Another source of iron ore surplus, according to the bank, will likely come from the Roy Hill project in the Pilbara region of Australia, which is estimated to have reserves of more than 2.4bn tonnes of iron ore. The mine is expected to have an operating life of over 20 years and it is anticipated that 55m tonnes of the raw material will be extracted each year.
This supply/demand imbalance is exacerbated by Rio Tinto’s announcement that it will invest $30.9m into a feasibility study of the Koodaideri iron ore mine, located in the same region as the Roy Hill project. Here, up to 70m tonnes per year of iron ore is anticipated from a mine with a lifespan of around 30 years.
Glimmers of hope
Falling commodity prices are pushing mining companies to put further downward pressure on capesize freight rates in a bid to maintain their profitability. However, not everyone is despairing about what might happen to iron ore. Clarksons Research points to potential upside in the form of Indian iron ore exports. In a research bulletin, the broker said that cuts to the country’s iron ore export tariffs in 2016 led to an increase in output by Indian iron ore miners of 21% that year, despite dropping global iron ore prices. And while Clarksons identifies a number of risk factors to iron ore export growth, Indian iron ore exports are predicted to nearly double to 37m tonnes this year.
There are also positive moves for iron ore shipments in South America, with Navios Maritime Holdings’ South American unit expanding its barge fleet this year in support of its belief that a recovery in iron ore shipments from the Hidrovia river system is on the cards.

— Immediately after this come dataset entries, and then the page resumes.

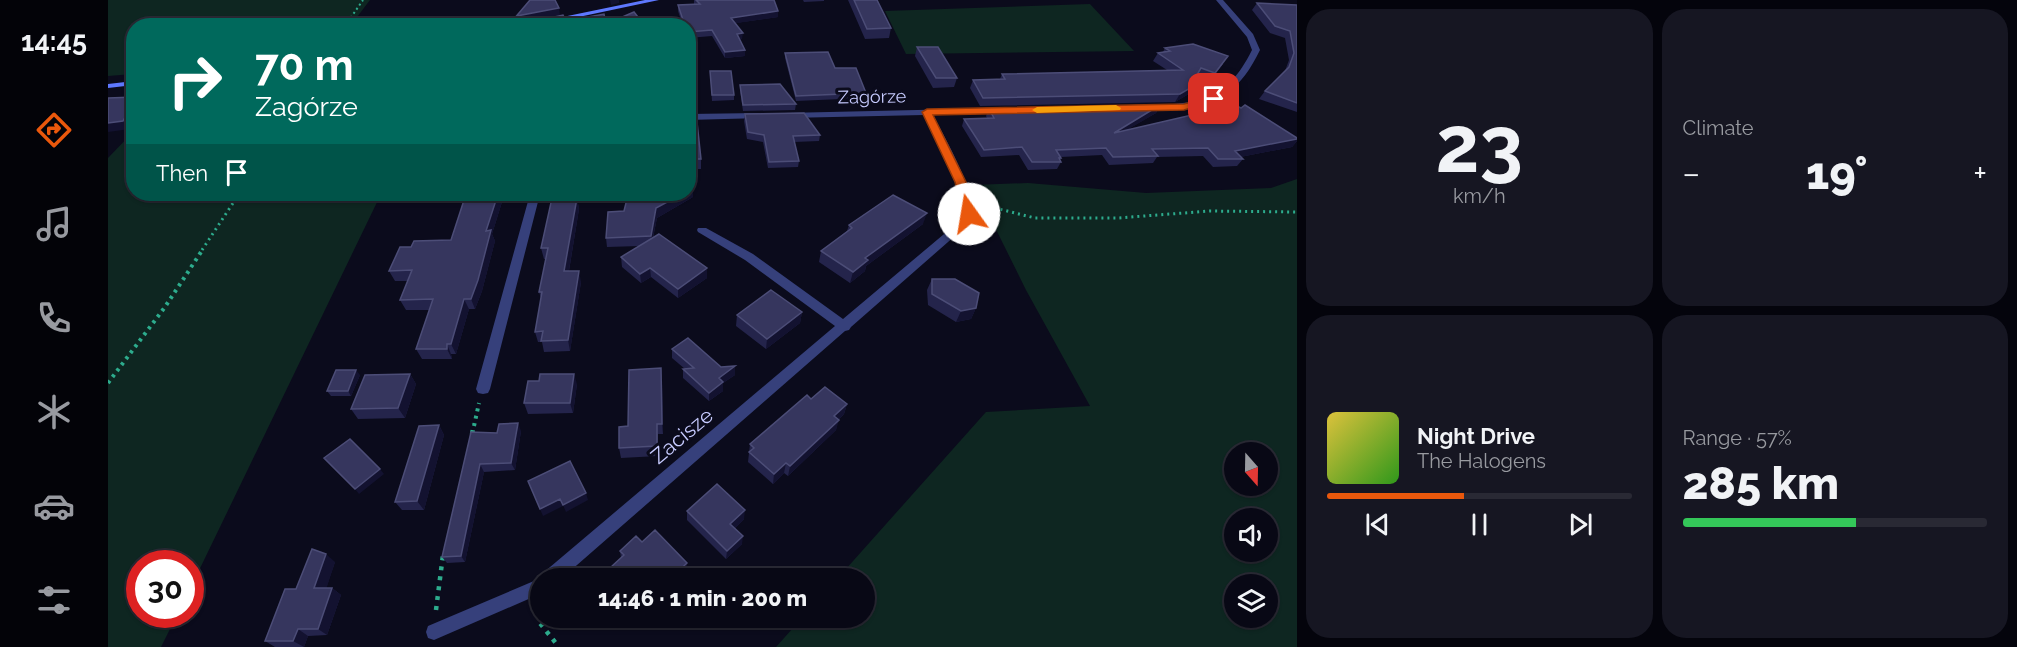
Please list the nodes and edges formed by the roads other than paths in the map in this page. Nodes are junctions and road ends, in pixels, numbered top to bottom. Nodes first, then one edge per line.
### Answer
1 (656, 0) edge
2 (1219, 0) edge
3 (563, 18) edge
4 (126, 84) edge
5 (108, 86) edge
6 (1137, 108) edge
7 (1020, 110) edge
8 (927, 112) junction
9 (784, 115) edge
10 (772, 116) edge
11 (696, 117) edge
12 (533, 201) edge
13 (702, 230) dead end
14 (845, 327) junction
15 (483, 389) road end
16 (562, 568) edge
17 (530, 590) edge
18 (434, 632) road end

1 - 3 street
2 - 6 street
4 - 5 street
7 - 8 street, Zagórze
8 - 9 street, Zagórze
8 - 14 street, Zacisze
10 - 11 street
12 - 15 street
13 - 14 street
14 - 16 street, Zacisze
17 - 18 street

China is also still in the market for seaborne iron ore with imports from January to May up 7.9% from the same period in 2016 to 444.6m tonnes, putting the country on track for an annual increase of about 65m tonnes, according to Thomson Reuters Supply Chain and Commodity Forecasts. In a further boon, the analyst notes that imports are expected to be robust in June’s final figures with recorded arrivals of at least 93m tonnes forecast.